- [WORK REQUIRED] All lines from the one with "Trace all roads" to the end of the entries below must be written out exactly. Leave out any other line.

[Collected data entries]
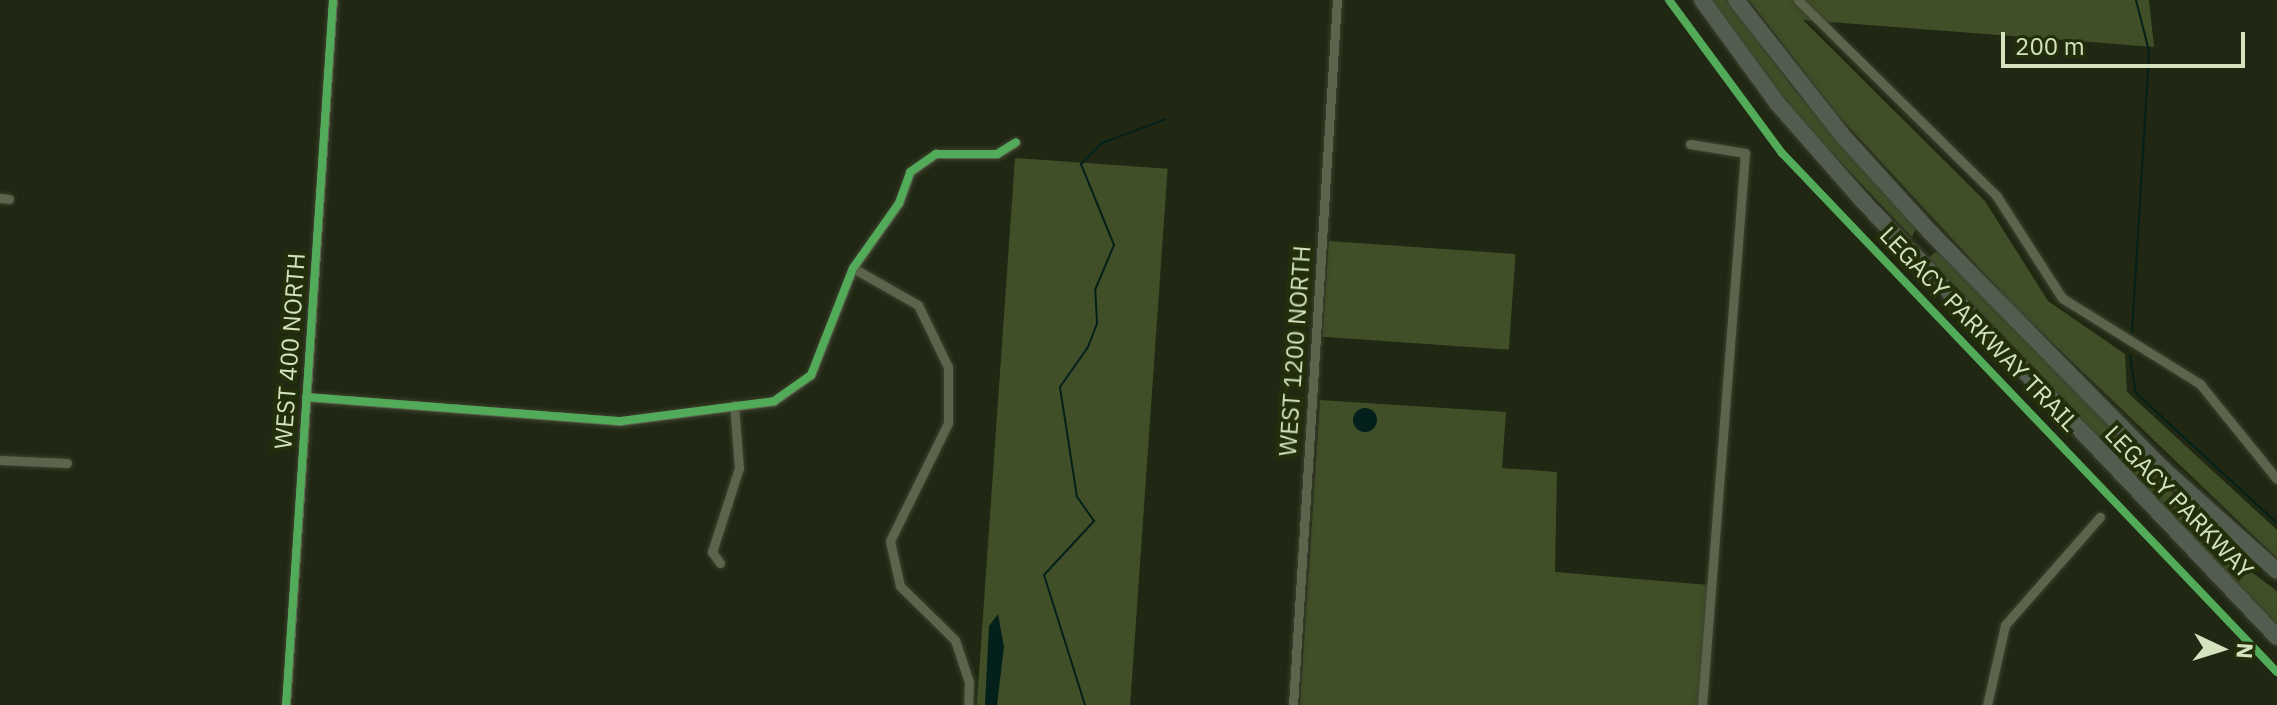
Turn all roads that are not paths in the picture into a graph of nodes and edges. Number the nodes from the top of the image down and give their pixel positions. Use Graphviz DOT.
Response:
graph roads {
  1 [pos="333,0"];
  2 [pos="1337,0"];
  3 [pos="1702,0"];
  4 [pos="1736,0"];
  5 [pos="1798,0"];
  6 [pos="1016,142"];
  7 [pos="1690,144"];
  8 [pos="853,268"];
  9 [pos="306,397"];
  10 [pos="734,405"];
  11 [pos="0,460"];
  12 [pos="67,463"];
  13 [pos="2277,479"];
  14 [pos="2100,517"];
  15 [pos="720,563"];
  16 [pos="2277,571"];
  17 [pos="2277,637"];
  18 [pos="286,705"];
  19 [pos="968,705"];
  20 [pos="1293,705"];
  21 [pos="1702,705"];
  22 [pos="1987,705"];
  1 -- 9 [label="street, WEST 400 NORTH"];
  2 -- 20 [label="street, WEST 1200 NORTH"];
  3 -- 17 [label="highway, LEGACY PARKWAY"];
  4 -- 16 [label="highway, LEGACY PARKWAY"];
  5 -- 13 [label="street"];
  6 -- 8 [label="street"];
  7 -- 21 [label="street"];
  8 -- 10 [label="street"];
  8 -- 19 [label="street"];
  9 -- 10 [label="street"];
  9 -- 18 [label="street, WEST 400 NORTH"];
  10 -- 15 [label="street"];
  11 -- 12 [label="street"];
  14 -- 22 [label="street"];
}
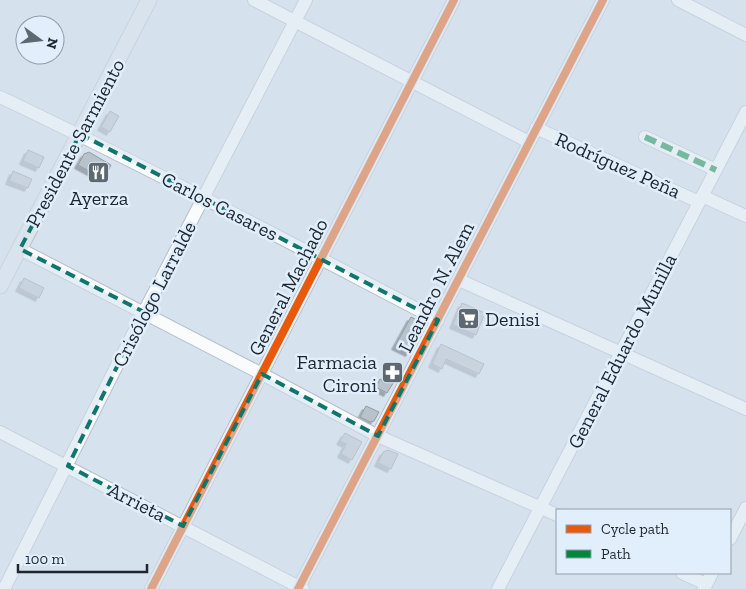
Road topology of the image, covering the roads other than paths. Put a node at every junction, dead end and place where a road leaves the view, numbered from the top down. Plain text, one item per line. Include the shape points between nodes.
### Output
1 (149, 0) edge
2 (254, 0) edge
3 (306, 0) edge
4 (454, 0) edge
5 (603, 0) edge
6 (678, 0) edge
7 (296, 21) junction
8 (746, 35) edge
9 (412, 80) junction
10 (0, 97) edge
11 (746, 112) edge
12 (536, 128) junction
13 (80, 134) junction
14 (645, 137) dead end
15 (529, 142) junction
16 (716, 170) junction
17 (204, 197) junction
18 (701, 199) junction
19 (746, 216) edge
20 (20, 249) junction
21 (321, 259) junction
22 (459, 280) junction
23 (0, 286) edge
24 (144, 312) junction
25 (438, 320) junction
26 (621, 353) junction
27 (262, 374) junction
28 (746, 409) edge
29 (0, 432) edge
30 (378, 436) junction
31 (68, 466) junction
32 (540, 507) junction
33 (746, 508) edge
34 (556, 515) edge
35 (183, 526) junction
36 (731, 537) edge
37 (685, 574) edge
38 (708, 582) edge
39 (300, 588) edge
40 (4, 589) edge
41 (151, 589) edge
42 (498, 589) edge

1 - 13 main road, Presidente Sarmiento
2 - 7 street, Rodríguez Peña
3 - 7 street, Crisólogo Larralde
4 - 9 street, General Machado
5 - 12 street, Leandro N. Alem
6 - 8 street
7 - 9 street, Rodríguez Peña
7 - 17 street, Crisólogo Larralde
9 - 15 street, Rodríguez Peña
9 - 21 street, General Machado
10 - 13 street, Carlos Casares
11 - 16 street, General Eduardo Munilla
12 - 15 street, Leandro N. Alem
12 - 18 street, Rodríguez Peña
13 - 17 street, Carlos Casares
13 - 20 main road, Presidente Sarmiento
14 - 16 street
15 - 22 street, Leandro N. Alem
16 - 18 street, General Eduardo Munilla
17 - 21 street, Carlos Casares
17 - 24 street, Crisólogo Larralde
18 - 19 street, Rodríguez Peña
18 - 26 street, General Eduardo Munilla
20 - 23 main road, Presidente Sarmiento
20 - 24 street
21 - 25 street, Carlos Casares
21 - 27 street, General Machado
22 - 25 street, Leandro N. Alem
22 - 26 street
24 - 27 street
24 - 31 street, Crisólogo Larralde
25 - 30 street, Leandro N. Alem
26 - 28 street
26 - 32 street, General Eduardo Munilla
27 - 30 street
27 - 35 street, General Machado
29 - 31 street, Arrieta
30 - 32 street
30 - 39 street, Leandro N. Alem
31 - 35 street, Arrieta
31 - 40 street, Crisólogo Larralde
32 - 34 street
32 - 42 street, General Eduardo Munilla
33 - 36 street
35 - 39 street, Arrieta
35 - 41 street, General Machado
37 - 38 street

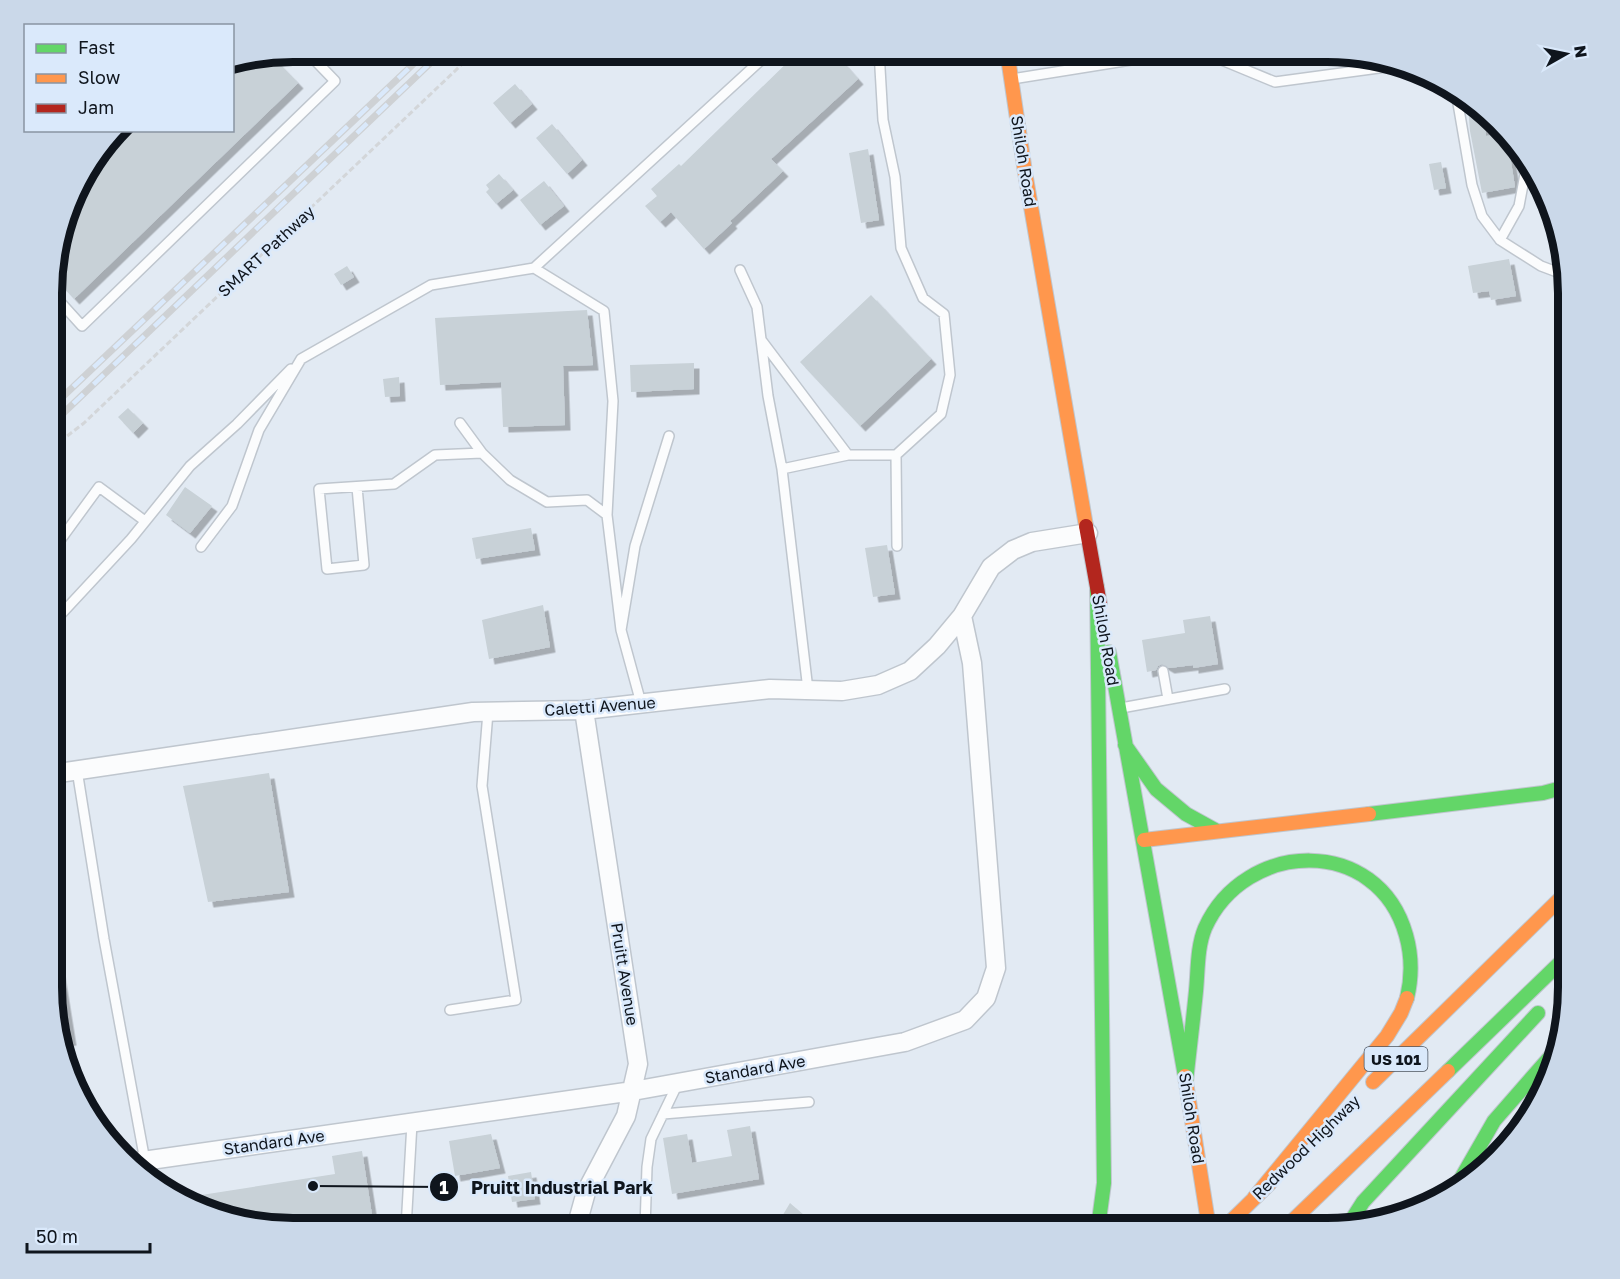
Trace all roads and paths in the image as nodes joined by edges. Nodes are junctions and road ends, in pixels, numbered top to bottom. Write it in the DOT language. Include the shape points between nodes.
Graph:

- [ANSWER FOR THIS EXERCISE]
Trace all roads and paths in the image as nodes joined by edges. Nodes are junctions and road ends, in pixels, numbered top to bottom. Write it in the DOT language. Include the shape points between nodes.
Graph:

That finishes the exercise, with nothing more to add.